28 luglio 2021 –  Corriere del Trentino

Cgil, Cisl e Uil sugli arresti alla ditta di Lavis «Più controlli e nuove regole sugli appalti»

TRENTO Sono da brividi le testimonianze alla base dell’inchiesta padovana che ha portato a 11 arresti per caporalato tra Veneto e Trentino, tra cui i titolari dell’azienda B. M. Services di Lavis. Ad esempio quella di Ahamad, trovato lo scorso anno in mezzo a una strada con i polsi legati e diverse ferite al corpo. Nel referto medico c’era scritto «trauma cranico e contusioni da riferita violenza». È lui l’uomo ritratto nella foto qui accanto.

Ahamad è tra coloro che hanno trovato il coraggio di ribellarsi agli sfruttatori e di denunciarli. L’ha fatto il 26 maggio del 2020, raccontando tutto nella caserma di Piove di Sacco. «Il 21 agosto del 2016 venivo assunto dalla cooperativa B. M. Services, ma di fatto lavoravo presso aziende italiane di legatoria, anche per Grafica Veneta (…) Mediamente io, come gli altri, facevo dalle 12 alle 14 ore giornaliere ma in busta paga ne venivano contabilizzate solo otto (…) Non ci siamo mai lamentati perché abbiamo delle famiglie da mantenere in Pakistan, ma a tutto c’è un limite…». Il carabiniere gli chiede cos’è capitato il giorno precedente e lui risponde che la sua colpa è «di aver osato non sottostare alle regole della Bm. E così ieri, verso le 13, mentre mi trovavo a casa insieme a un connazionale, vedevo in cortile quattro auto dalle quali scendevano una dozzina di persone». Tra loro, Arshad Badar, il titolare della coop di Lavis. «Gli allungavo la mano per salutarlo e per tutta risposta ricevevo uno schiaffo e venivo bloccato da dietro, da suo fratello minore.
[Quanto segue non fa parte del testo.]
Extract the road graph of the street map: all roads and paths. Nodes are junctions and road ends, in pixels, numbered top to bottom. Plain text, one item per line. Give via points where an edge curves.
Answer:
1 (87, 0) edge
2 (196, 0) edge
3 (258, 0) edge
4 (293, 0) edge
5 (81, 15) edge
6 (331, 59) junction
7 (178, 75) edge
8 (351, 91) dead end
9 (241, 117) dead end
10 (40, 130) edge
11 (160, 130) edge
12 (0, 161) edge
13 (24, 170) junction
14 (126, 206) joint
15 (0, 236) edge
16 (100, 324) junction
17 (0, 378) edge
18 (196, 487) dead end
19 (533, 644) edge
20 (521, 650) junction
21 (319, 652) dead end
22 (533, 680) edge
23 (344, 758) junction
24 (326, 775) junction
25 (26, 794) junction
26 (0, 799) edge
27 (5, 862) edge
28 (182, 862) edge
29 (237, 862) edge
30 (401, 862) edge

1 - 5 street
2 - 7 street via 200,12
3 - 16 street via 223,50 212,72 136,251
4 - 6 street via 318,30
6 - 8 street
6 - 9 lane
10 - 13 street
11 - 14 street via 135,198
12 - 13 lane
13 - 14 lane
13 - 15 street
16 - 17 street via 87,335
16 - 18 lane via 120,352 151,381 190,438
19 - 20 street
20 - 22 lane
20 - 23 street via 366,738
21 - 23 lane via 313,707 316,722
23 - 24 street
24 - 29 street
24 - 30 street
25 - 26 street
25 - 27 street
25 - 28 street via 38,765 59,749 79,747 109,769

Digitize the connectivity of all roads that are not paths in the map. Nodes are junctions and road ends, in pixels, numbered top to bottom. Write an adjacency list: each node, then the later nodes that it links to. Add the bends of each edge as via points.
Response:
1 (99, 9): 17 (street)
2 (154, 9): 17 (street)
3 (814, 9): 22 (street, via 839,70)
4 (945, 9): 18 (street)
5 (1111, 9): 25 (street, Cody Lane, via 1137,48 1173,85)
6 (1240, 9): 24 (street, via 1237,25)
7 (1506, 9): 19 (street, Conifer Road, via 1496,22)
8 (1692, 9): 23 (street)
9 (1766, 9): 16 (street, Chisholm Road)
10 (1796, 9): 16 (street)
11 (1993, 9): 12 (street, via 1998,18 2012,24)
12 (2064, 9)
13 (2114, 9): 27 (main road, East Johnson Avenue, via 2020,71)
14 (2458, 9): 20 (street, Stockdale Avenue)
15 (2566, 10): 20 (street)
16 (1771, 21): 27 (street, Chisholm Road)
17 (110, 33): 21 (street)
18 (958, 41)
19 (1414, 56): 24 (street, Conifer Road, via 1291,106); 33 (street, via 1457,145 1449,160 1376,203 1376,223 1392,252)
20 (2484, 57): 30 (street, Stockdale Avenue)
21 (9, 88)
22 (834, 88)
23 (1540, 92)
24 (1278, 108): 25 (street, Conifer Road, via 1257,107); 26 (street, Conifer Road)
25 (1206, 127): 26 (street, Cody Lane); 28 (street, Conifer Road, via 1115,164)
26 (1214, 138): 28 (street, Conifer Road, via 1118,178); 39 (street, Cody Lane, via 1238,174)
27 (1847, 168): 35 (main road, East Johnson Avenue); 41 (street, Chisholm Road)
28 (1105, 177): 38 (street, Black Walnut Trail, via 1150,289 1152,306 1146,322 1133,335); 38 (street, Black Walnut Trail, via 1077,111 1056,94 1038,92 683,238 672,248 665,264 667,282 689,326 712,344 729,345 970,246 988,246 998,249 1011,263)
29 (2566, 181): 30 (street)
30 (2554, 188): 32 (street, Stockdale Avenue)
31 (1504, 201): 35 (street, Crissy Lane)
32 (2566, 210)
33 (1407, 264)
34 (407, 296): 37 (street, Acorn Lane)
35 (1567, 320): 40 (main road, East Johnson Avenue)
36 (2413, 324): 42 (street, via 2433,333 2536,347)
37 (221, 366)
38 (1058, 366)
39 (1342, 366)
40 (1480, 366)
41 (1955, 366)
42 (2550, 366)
Badar ordinava agli altri di legarmi le braccia dietro la schiena e di portarmi dentro casa, dove lui e suo genero mi picchiavano con calci e anche con una scarpa. Badar mi ha stretto a lungo il collo con le sue mani, fino a quasi soffocarmi». Inizia così la spedizione punitiva che convolge Ahamad e altri colleghi. «Siamo stati legati mani e piedi e portati a Trebaselghe, a casa di altri connazionali». Vengono ammassati in sette, «tutti in una stanza… hanno ripreso a picchiarci e a minacciare di morte… Verso le 17.30 siamo stati caricati sulle macchine». Uno dopo l’altro, i pakistani vengono abbandonati per la strada, malconci e a molta distanza dalle loro abitazioni.

Le testimonianze delle vittime sono tutte simili. Ma cosa hanno fatto questi operai per meritarsi un simile trattamento dai loro datori di lavoro? Ai carabinieri lo racconta Muhammad: la mattina di quel 25 maggio «avevamo deciso di rivolgerci al sindacato, eravamo arrivati in autobus a Padova e avevamo aperto una vertenza nei confronti del titolare». Non si sa come Badar e i suoi compari l’abbiano scoperto, di certo poche ore dopo scatta la ritorsione.

I lavoratori si erano rivolti anche ai sindacati della nostra provincia. Il filone di Lavis dell’inchiesta è partito dalle denunce della Fiom Cgil del Trentino. «Anche qui erano assunti con regolare contratto, ma lavoravano anche dodici ore al giorno senza pause né ferie. B. M. Services non corrispondeva in modo corretto le retribuzioni, inoltre i lavoratori venivano costretti a prelevare col bancomat e restituirne una parte» scrivono in una nota i metalmeccanici. Quella che sembrava una semplice vertenza sindacale si è però rivelata ben peggiore. Dopo aver inutilmente contattato la proprietà, «la Fiom assistita dall’avvocato Giovanni Guarini, vista anche la gravità dei fatti, è ricorsa alla magistratura denunciando per caporalato la società».

In una nota unitaria poi i sindacati confederali chiedono regole più stringenti per gli appalti privati, che «non possono essere terra di nessuno», e soprattutto maggiori controlli, non solo delle forze dell’ordine ma anche del Servizio Lavoro della Provincia di Trento, di cui denunciano però la condizione di grave sottorganico.

L’assessore al Lavoro Achille Spinelli risponde però che «il Servizio è efficiente e non tralascia nessuna attività, il problema è che le imprese sul territorio sono molte e non si possono controllare tutte di continuo». Sul caso di B. M. Services invece l’assessore evoca la «tolleranza zero per una mostruosità che la nostra terra non può tollerare.La Provincia condanna senza mezzi termini ogni azione che violi la dignità delle persone» che oltretutto «espone il Trentino come luogo dove queste attività trovano spazio, è inaccettabile e va fermato».